Lorsqu’on voit, comme M. Lecky, le vide que le christianisme est venu combler dans l’âme humaine, comment ne pas voir le vide qu’il y laisserait en se retirant? S’il ne s’agit que de rendre l’humanité heureuse, s’écrie l’historien-philosophe, rendez-nous les vieilles croyances! « Créant des besoins qu’elles peuvent seules satisfaire et des craintes qu’elles peuvent seules calmer, elles font sentir toute leur puissance consolatrice dans ces heures de langueur et de trouble où elle est le plus nécessaire. Nous devons bien plus à nos illusions qu’à notre science. Notre imagination, qui bâtit toujours, fait plus pour notre bonheur que notre raison, qui détruit sans cesse. L’amulette que le sauvage presse sur sa poitrine, l’image de piété qui est censée protéger une pauvre chaumière, donnent à l’âme une consolation plus réelle, aux heures sombres, aux heures de souffrance, que les plus grandioses théories de la philosophie. Quel est le premier besoin du cœur ? C’est de trouver où se prendre, où s’appuyer. Quelle est la première condition du bonheur pour les âmes ordinaires? C’est d’être affranchies du doute... Il n’y a pas d’erreur plus grave que de s’imaginer que les croyances douces resteront quand les croyances terribles auront disparu. » Non, non, tout périra ensemble, et « celui qui introduit dans le monde la conscience de notre ignorance et le déchirement du doute, celui-là se condamne lui-même et condamne les autres à des tortures qui survivront longtemps à la période de crise et de transformation. « D’où vient, disait la femme de Luther, que, dans notre ancienne foi, nous pouvions prier avec tant de ferveur et de joie, tandis que, dans notre foi nouvelle, nos prières sont si rares et si froides? » Et Sérapion, l’innocent et candide hérétique, le pauvre vieux moine, qui adorait un Dieu tout humain!
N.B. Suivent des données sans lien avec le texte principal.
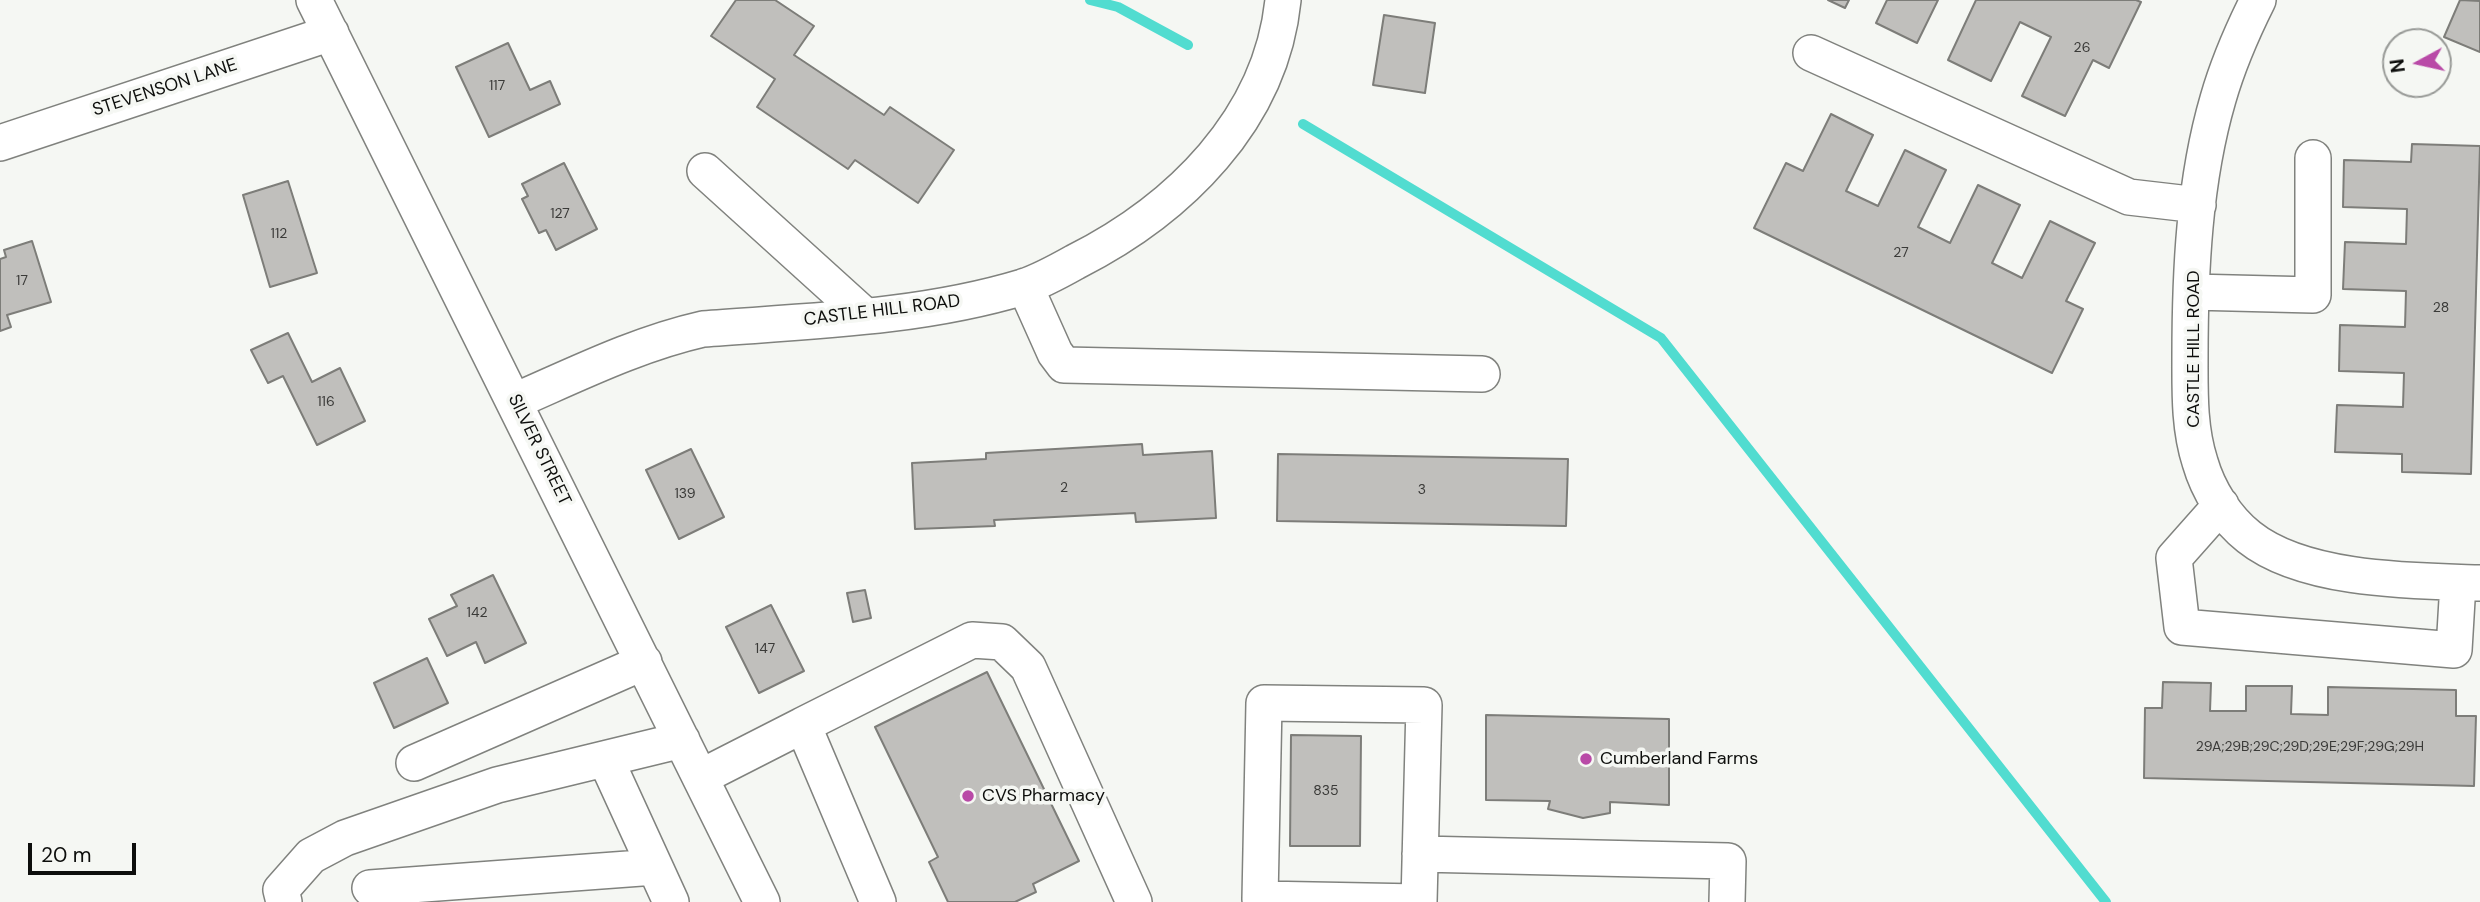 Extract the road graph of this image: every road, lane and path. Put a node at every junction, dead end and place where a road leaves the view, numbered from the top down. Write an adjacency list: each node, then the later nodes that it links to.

Lorsqu’on l’eut détrompé, il s’inclina humblement devant l’autorité de l’église, puis il s’agenouilla au pied de l’autel, mais il ne put prier et fondit en larmes, en s’écriant : « Vous m’avez privé de mon Dieu! » Et le cri de ce vieillard, le plus simple, le plus naïf et le meilleur des idolâtres, retentit à travers les âges, et on croit entendre la foule humaine, révoltée contre les penseurs impérieux qui la guident, s’écrier avec Sérapion : « Vous m’avez privé de mon Dieu ! »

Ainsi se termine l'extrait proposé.